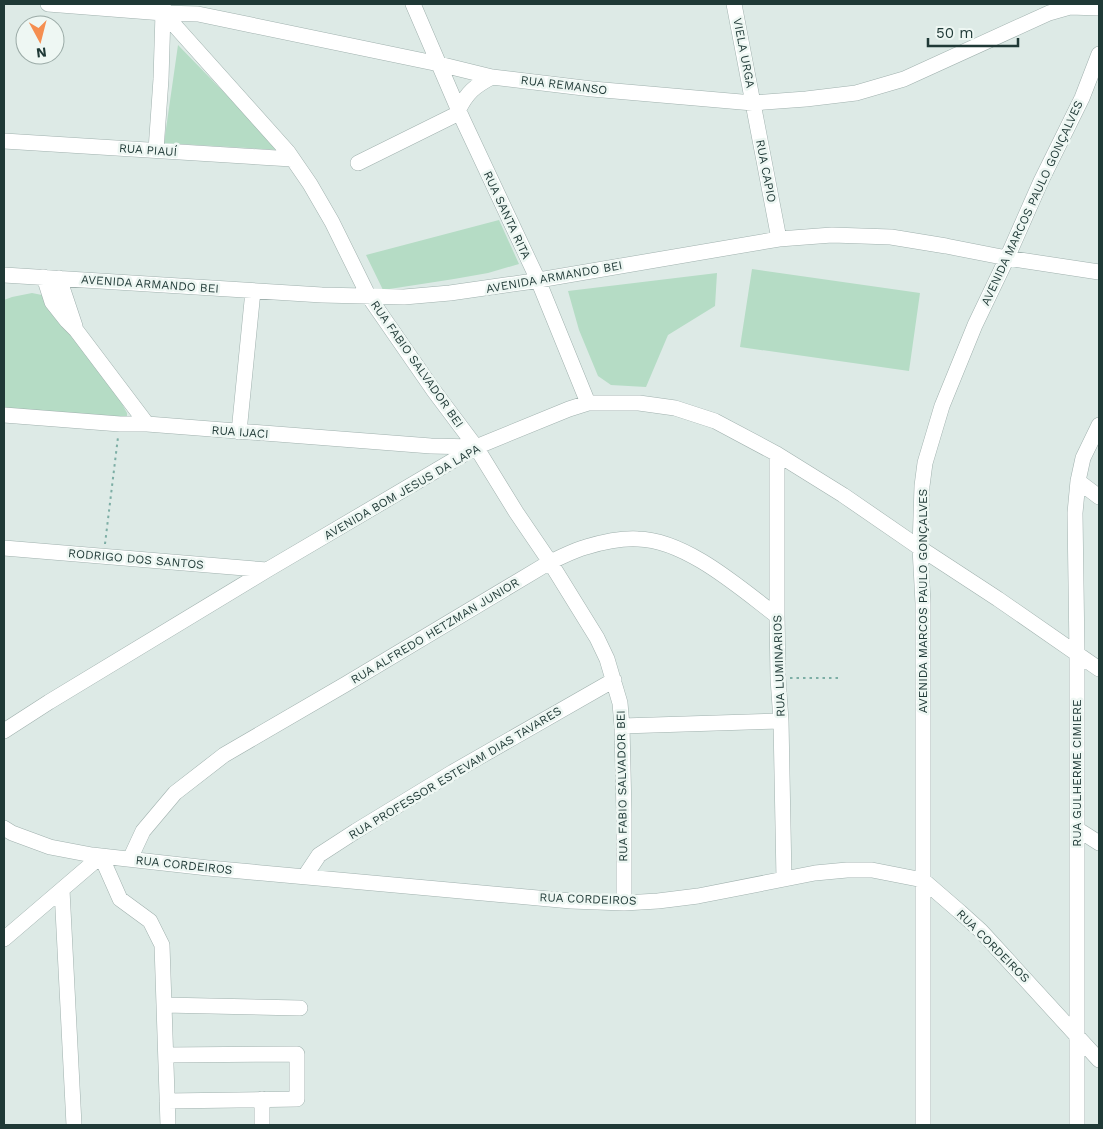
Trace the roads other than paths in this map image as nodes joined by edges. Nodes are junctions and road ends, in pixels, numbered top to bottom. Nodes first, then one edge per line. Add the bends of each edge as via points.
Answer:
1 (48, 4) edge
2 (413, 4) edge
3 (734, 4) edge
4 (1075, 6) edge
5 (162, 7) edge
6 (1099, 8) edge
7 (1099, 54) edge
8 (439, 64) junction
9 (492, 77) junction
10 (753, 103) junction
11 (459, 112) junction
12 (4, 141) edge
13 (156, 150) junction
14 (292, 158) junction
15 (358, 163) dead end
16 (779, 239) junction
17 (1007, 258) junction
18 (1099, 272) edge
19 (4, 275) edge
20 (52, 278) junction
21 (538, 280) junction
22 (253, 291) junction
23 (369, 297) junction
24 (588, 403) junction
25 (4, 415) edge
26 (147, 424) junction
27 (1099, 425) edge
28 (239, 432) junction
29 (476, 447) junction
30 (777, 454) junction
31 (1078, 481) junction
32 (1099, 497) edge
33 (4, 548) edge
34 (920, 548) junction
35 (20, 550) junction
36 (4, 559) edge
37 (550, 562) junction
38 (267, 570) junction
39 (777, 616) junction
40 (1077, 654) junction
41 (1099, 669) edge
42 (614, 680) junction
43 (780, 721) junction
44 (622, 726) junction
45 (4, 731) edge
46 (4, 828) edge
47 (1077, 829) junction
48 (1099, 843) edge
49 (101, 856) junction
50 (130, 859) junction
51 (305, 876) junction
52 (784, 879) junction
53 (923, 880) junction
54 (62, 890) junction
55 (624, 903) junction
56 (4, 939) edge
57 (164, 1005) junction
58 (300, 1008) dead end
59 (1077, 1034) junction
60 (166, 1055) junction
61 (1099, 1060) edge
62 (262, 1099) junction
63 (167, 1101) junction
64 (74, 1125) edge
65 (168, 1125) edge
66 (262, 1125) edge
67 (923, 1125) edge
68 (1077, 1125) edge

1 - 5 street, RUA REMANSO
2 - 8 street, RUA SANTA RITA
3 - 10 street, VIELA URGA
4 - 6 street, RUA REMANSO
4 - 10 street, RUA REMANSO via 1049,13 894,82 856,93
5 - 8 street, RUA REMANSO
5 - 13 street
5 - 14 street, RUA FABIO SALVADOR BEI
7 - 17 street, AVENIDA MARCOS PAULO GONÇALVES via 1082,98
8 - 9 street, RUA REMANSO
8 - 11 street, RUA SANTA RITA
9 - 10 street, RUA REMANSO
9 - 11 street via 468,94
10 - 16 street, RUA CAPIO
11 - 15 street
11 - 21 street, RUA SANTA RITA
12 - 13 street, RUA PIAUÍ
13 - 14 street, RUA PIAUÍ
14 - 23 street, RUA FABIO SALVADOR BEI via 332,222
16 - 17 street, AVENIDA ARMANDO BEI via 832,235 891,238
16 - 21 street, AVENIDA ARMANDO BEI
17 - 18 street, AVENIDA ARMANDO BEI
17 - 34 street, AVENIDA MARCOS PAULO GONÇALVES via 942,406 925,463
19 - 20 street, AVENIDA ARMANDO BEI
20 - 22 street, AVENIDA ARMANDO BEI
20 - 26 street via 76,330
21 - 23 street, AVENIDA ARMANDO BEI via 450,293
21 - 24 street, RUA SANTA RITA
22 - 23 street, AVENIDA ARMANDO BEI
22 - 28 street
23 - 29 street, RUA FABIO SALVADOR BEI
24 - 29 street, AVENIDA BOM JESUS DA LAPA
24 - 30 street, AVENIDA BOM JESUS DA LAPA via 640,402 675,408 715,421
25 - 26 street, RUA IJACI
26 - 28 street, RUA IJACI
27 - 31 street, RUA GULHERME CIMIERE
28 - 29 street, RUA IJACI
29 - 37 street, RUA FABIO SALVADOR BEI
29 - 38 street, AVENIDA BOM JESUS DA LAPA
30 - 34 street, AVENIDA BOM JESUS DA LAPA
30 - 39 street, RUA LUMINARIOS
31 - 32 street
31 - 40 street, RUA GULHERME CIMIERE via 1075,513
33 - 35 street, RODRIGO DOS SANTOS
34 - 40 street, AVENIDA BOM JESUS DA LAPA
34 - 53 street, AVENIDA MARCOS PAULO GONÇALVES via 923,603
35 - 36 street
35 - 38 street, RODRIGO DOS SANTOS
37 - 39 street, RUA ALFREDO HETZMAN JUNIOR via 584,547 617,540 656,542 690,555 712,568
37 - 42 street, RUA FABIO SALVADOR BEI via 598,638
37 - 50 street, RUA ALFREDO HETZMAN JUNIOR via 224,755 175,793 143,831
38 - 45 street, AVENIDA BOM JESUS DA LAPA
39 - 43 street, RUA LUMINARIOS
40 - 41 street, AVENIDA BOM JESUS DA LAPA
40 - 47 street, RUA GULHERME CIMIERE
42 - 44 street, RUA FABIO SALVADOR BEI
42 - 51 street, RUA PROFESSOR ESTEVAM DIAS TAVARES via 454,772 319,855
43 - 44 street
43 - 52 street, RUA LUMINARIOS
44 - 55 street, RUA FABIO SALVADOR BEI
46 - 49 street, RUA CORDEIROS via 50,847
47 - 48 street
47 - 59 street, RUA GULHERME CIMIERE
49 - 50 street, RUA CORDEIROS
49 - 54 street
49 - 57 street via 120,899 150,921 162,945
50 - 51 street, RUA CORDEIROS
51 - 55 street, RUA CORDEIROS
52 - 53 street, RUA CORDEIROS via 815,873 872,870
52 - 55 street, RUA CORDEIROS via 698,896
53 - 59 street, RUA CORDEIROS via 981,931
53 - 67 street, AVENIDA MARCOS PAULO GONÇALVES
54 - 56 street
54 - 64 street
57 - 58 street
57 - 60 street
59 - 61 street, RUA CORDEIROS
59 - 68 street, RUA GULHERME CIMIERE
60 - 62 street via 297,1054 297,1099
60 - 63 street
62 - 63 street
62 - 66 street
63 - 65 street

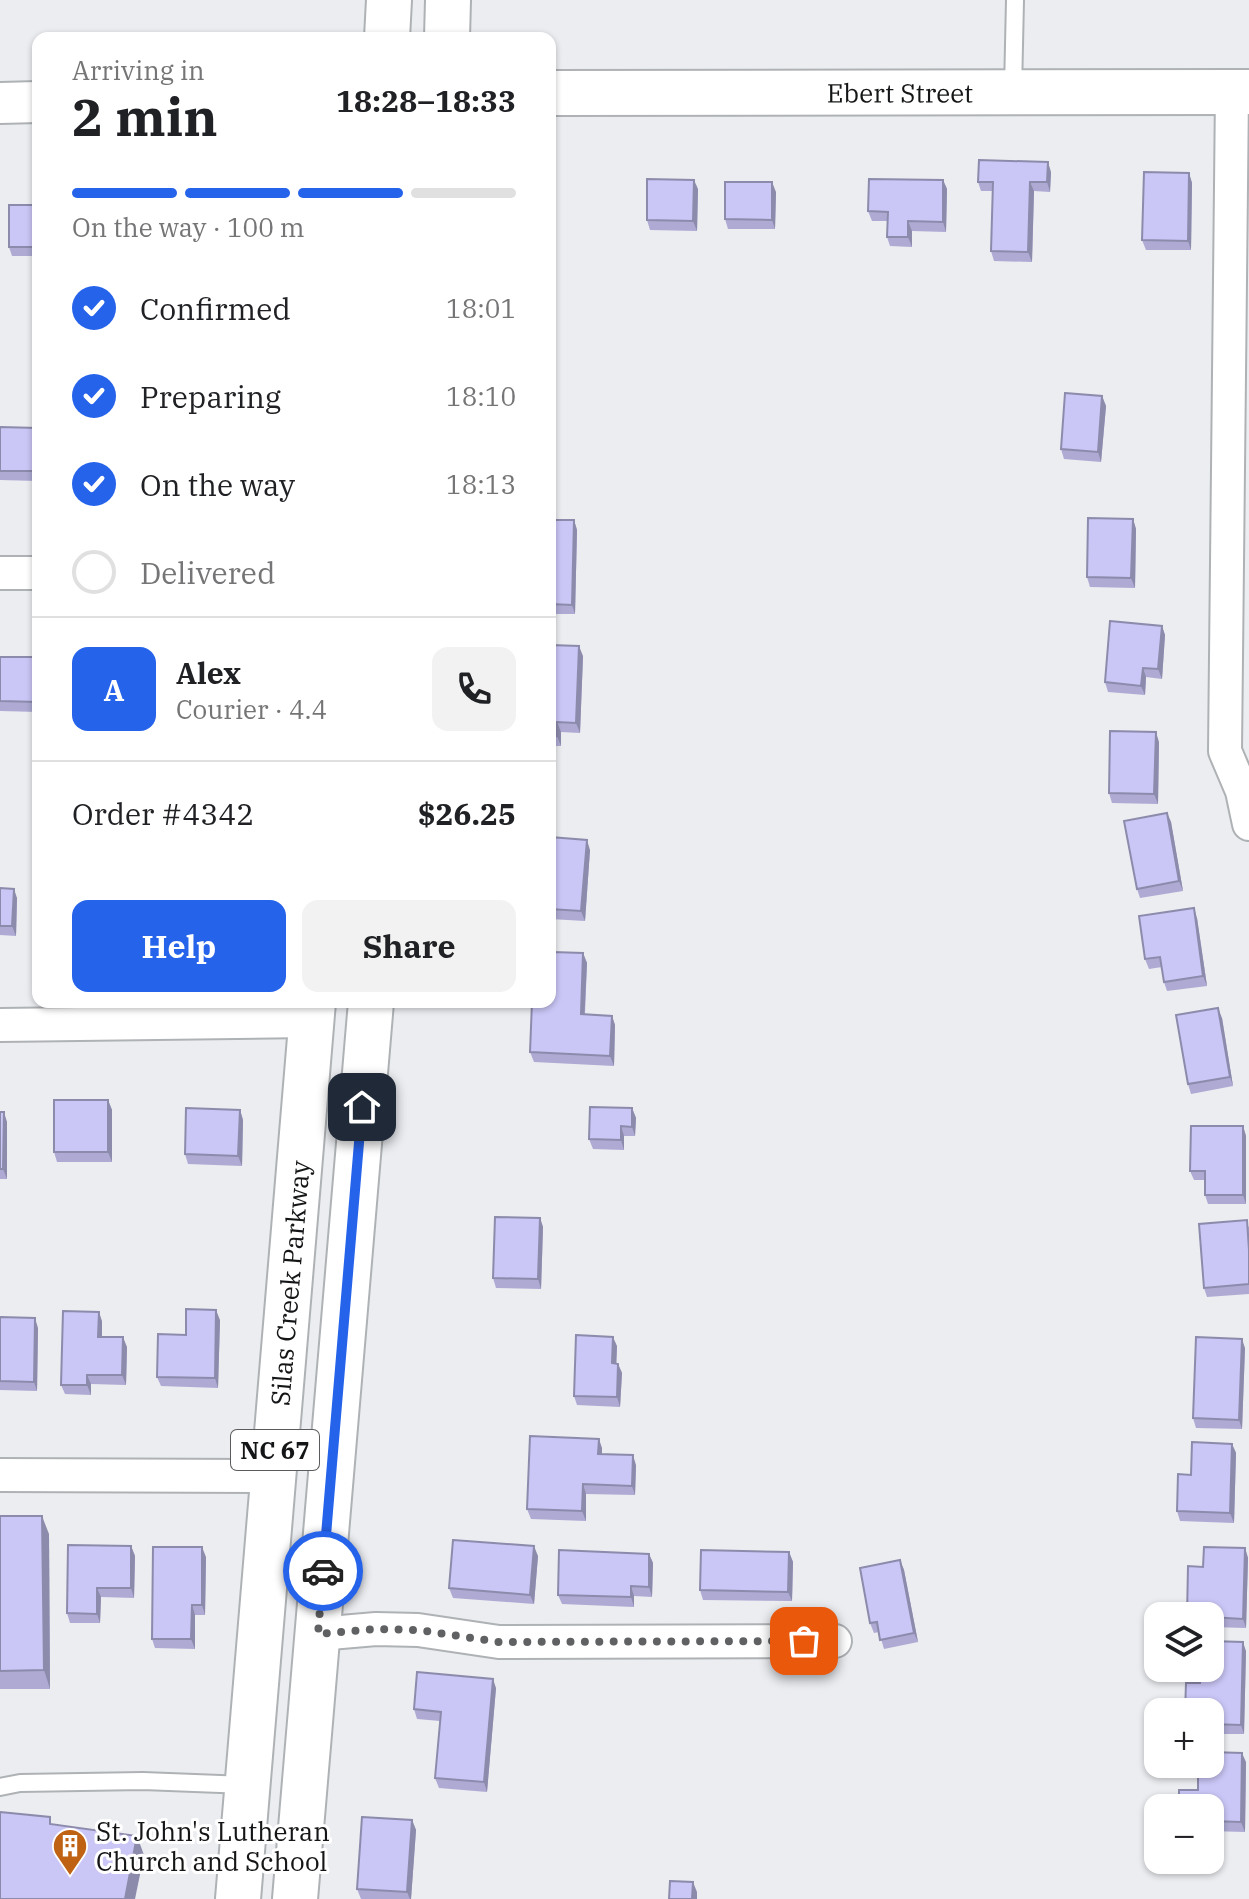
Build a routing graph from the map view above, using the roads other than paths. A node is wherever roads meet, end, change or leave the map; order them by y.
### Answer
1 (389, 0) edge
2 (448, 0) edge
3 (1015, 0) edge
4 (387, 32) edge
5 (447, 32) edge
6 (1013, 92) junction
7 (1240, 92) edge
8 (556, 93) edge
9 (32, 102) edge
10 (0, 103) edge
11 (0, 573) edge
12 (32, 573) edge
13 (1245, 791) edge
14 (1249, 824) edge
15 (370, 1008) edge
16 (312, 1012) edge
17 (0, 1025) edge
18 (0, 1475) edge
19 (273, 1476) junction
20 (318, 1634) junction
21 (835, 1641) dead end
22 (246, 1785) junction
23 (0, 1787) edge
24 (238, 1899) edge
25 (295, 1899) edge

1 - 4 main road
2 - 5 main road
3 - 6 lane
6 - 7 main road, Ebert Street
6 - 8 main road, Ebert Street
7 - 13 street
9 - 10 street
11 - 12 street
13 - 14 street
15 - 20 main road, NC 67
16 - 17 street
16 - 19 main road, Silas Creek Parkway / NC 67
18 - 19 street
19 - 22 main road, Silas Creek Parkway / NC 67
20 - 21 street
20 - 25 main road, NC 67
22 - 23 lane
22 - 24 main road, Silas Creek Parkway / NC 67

- **Work required**
Only these are to be transcribed: the line with "Build a routing" and every line after it through the last line of the entries, each exactly.

- **Exercise output**
Build a routing graph from the map view above, using the roads other than paths. A node is wherever roads meet, end, change or leave the map; order them by y.
### Answer
1 (389, 0) edge
2 (448, 0) edge
3 (1015, 0) edge
4 (387, 32) edge
5 (447, 32) edge
6 (1013, 92) junction
7 (1240, 92) edge
8 (556, 93) edge
9 (32, 102) edge
10 (0, 103) edge
11 (0, 573) edge
12 (32, 573) edge
13 (1245, 791) edge
14 (1249, 824) edge
15 (370, 1008) edge
16 (312, 1012) edge
17 (0, 1025) edge
18 (0, 1475) edge
19 (273, 1476) junction
20 (318, 1634) junction
21 (835, 1641) dead end
22 (246, 1785) junction
23 (0, 1787) edge
24 (238, 1899) edge
25 (295, 1899) edge

1 - 4 main road
2 - 5 main road
3 - 6 lane
6 - 7 main road, Ebert Street
6 - 8 main road, Ebert Street
7 - 13 street
9 - 10 street
11 - 12 street
13 - 14 street
15 - 20 main road, NC 67
16 - 17 street
16 - 19 main road, Silas Creek Parkway / NC 67
18 - 19 street
19 - 22 main road, Silas Creek Parkway / NC 67
20 - 21 street
20 - 25 main road, NC 67
22 - 23 lane
22 - 24 main road, Silas Creek Parkway / NC 67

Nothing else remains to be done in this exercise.